» Assignment
Go through the listing that follows and report the number of lines with the string "Santa" in them, nothing more.

++++ Recorded data

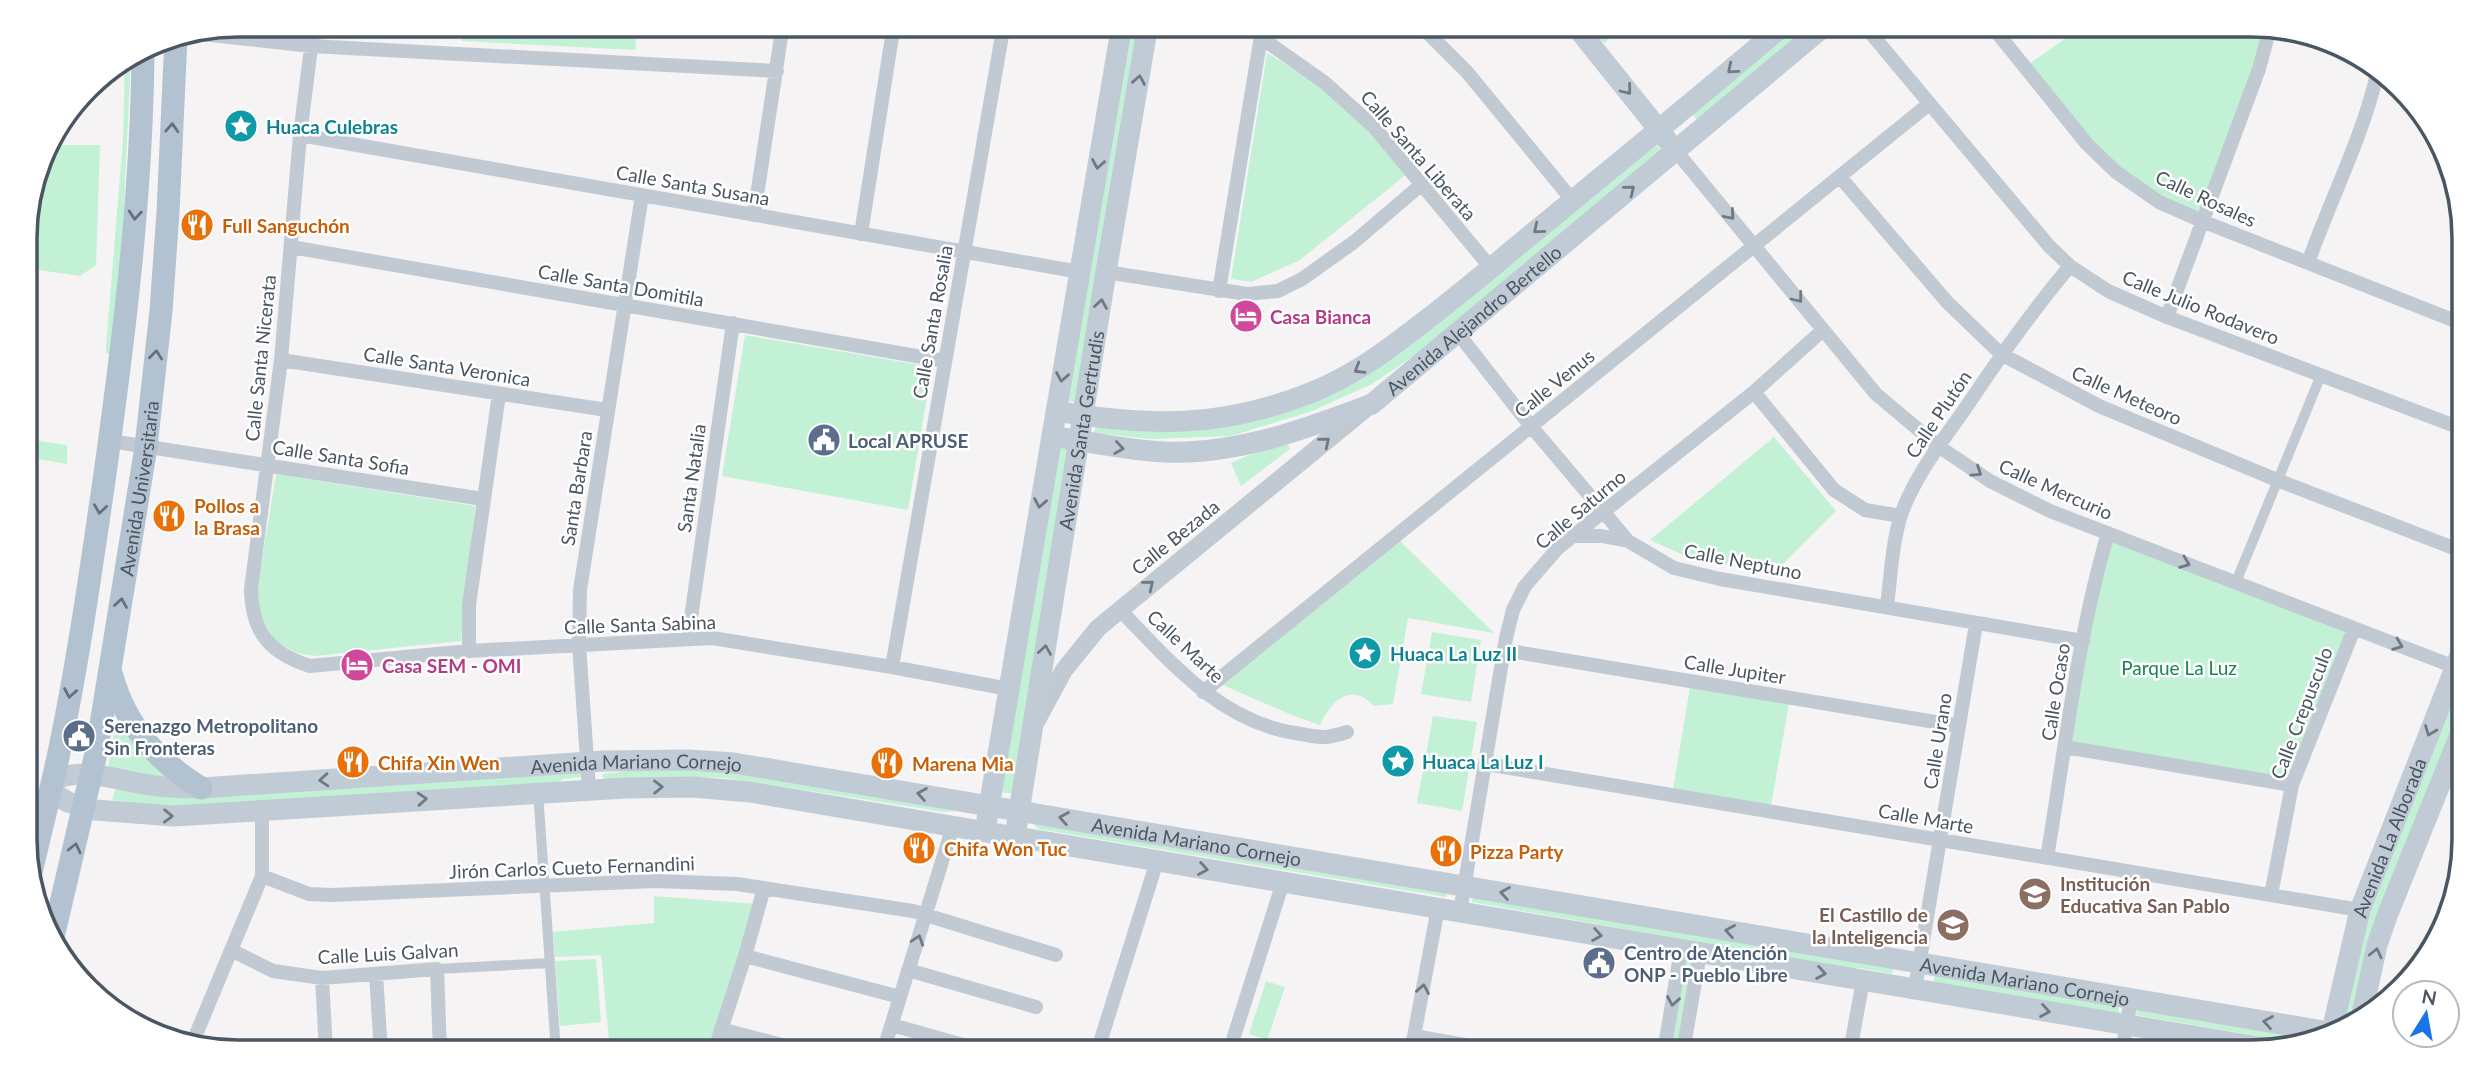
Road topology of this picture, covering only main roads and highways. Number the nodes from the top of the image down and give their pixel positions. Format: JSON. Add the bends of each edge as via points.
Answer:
{"nodes":[{"id":1,"x":1120,"y":37,"type":"edge"},
{"id":2,"x":1147,"y":37,"type":"edge"},
{"id":3,"x":1584,"y":37,"type":"edge"},
{"id":4,"x":1769,"y":37,"type":"edge"},
{"id":5,"x":1812,"y":37,"type":"edge"},
{"id":6,"x":176,"y":47,"type":"edge"},
{"id":7,"x":142,"y":61,"type":"edge"},
{"id":8,"x":1659,"y":131,"type":"junction"},
{"id":9,"x":1676,"y":151,"type":"junction"},
{"id":10,"x":1056,"y":411,"type":"junction"},
{"id":11,"x":1083,"y":416,"type":"junction"},
{"id":12,"x":1052,"y":436,"type":"junction"},
{"id":13,"x":1079,"y":441,"type":"junction"},
{"id":14,"x":111,"y":671,"type":"junction"},
{"id":15,"x":2452,"y":675,"type":"edge"},
{"id":16,"x":2452,"y":755,"type":"edge"},
{"id":17,"x":91,"y":775,"type":"junction"},
{"id":18,"x":51,"y":786,"type":"junction"},
{"id":19,"x":201,"y":788,"type":"junction"},
{"id":20,"x":989,"y":805,"type":"junction"},
{"id":21,"x":84,"y":807,"type":"junction"},
{"id":22,"x":1019,"y":811,"type":"junction"},
{"id":23,"x":985,"y":832,"type":"junction"},
{"id":24,"x":1015,"y":837,"type":"junction"},
{"id":25,"x":37,"y":846,"type":"edge"},
{"id":26,"x":41,"y":876,"type":"edge"},
{"id":27,"x":65,"y":888,"type":"junction"},
{"id":28,"x":56,"y":924,"type":"edge"},
{"id":29,"x":2364,"y":1005,"type":"edge"},
{"id":30,"x":2336,"y":1021,"type":"edge"},
{"id":31,"x":2312,"y":1030,"type":"edge"},
{"id":32,"x":2219,"y":1040,"type":"edge"}],
"edges":[{"from":1,"to":10,"type":"main road","name":"Avenida Santa Gertrudis","one_way":true},
{"from":11,"to":2,"type":"main road","name":"Avenida Santa Gertrudis","one_way":true},
{"from":3,"to":8,"type":"main road","one_way":true},
{"from":4,"to":8,"type":"main road","name":"Avenida Alejandro Bertello","one_way":true},
{"from":5,"to":9,"type":"main road","name":"Avenida Alejandro Bertello"},
{"from":14,"to":6,"type":"main road","name":"Avenida Universitaria","one_way":true,"via":[[160,324]]},
{"from":7,"to":18,"type":"main road","name":"Avenida Universitaria","one_way":true,"via":[[135,209],[110,441]]},
{"from":8,"to":9,"type":"main road"},
{"from":8,"to":11,"type":"main road","name":"Avenida Alejandro Bertello","one_way":true,"via":[[1386,352],[1352,374],[1258,410],[1198,421],[1138,422]]},
{"from":13,"to":9,"type":"main road","name":"Avenida Alejandro Bertello","one_way":true,"via":[[1167,452],[1224,449],[1307,428],[1372,404]]},
{"from":10,"to":11,"type":"main road","name":"Avenida Alejandro Bertello"},
{"from":10,"to":12,"type":"main road","name":"Avenida Santa Gertrudis"},
{"from":11,"to":13,"type":"main road","name":"Avenida Santa Gertrudis"},
{"from":12,"to":13,"type":"main road","name":"Avenida Alejandro Bertello"},
{"from":12,"to":20,"type":"main road","name":"Avenida Santa Gertrudis","one_way":true},
{"from":22,"to":13,"type":"main road","name":"Avenida Santa Gertrudis","one_way":true},
{"from":14,"to":17,"type":"main road","name":"Avenida Universitaria"},
{"from":14,"to":19,"type":"main road","via":[[123,706],[142,738],[169,766]]},
{"from":15,"to":30,"type":"main road","name":"Avenida La Alborada","one_way":true,"via":[[2360,910]]},
{"from":29,"to":16,"type":"main road","name":"Avenida La Alborada","one_way":true,"via":[[2387,916]]},
{"from":17,"to":18,"type":"main road","name":"Avenida Mariano Cornejo","via":[[74,774]]},
{"from":17,"to":19,"type":"main road","name":"Avenida Mariano Cornejo"},
{"from":17,"to":21,"type":"main road","name":"Avenida Universitaria"},
{"from":18,"to":21,"type":"main road","name":"Avenida Mariano Cornejo","via":[[68,802]]},
{"from":18,"to":25,"type":"main road","name":"Avenida Universitaria"},
{"from":20,"to":19,"type":"main road","name":"Avenida Mariano Cornejo","one_way":true,"via":[[734,763],[688,760],[587,762]]},
{"from":20,"to":22,"type":"main road","name":"Avenida Mariano Cornejo"},
{"from":20,"to":23,"type":"main road","name":"Avenida Santa Gertrudis"},
{"from":21,"to":23,"type":"main road","name":"Avenida Mariano Cornejo","one_way":true,"via":[[174,816],[661,786],[794,799]]},
{"from":27,"to":21,"type":"main road","name":"Avenida Universitaria","one_way":true},
{"from":22,"to":24,"type":"main road","name":"Avenida Santa Gertrudis"},
{"from":31,"to":22,"type":"main road","name":"Avenida Mariano Cornejo","one_way":true},
{"from":23,"to":24,"type":"main road","name":"Avenida Mariano Cornejo"},
{"from":24,"to":32,"type":"main road","name":"Avenida Mariano Cornejo","one_way":true},
{"from":26,"to":27,"type":"main road","via":[[51,876]]},
{"from":27,"to":28,"type":"main road","name":"Avenida Universitaria"}]}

++++++++

» Solution for this exercise
8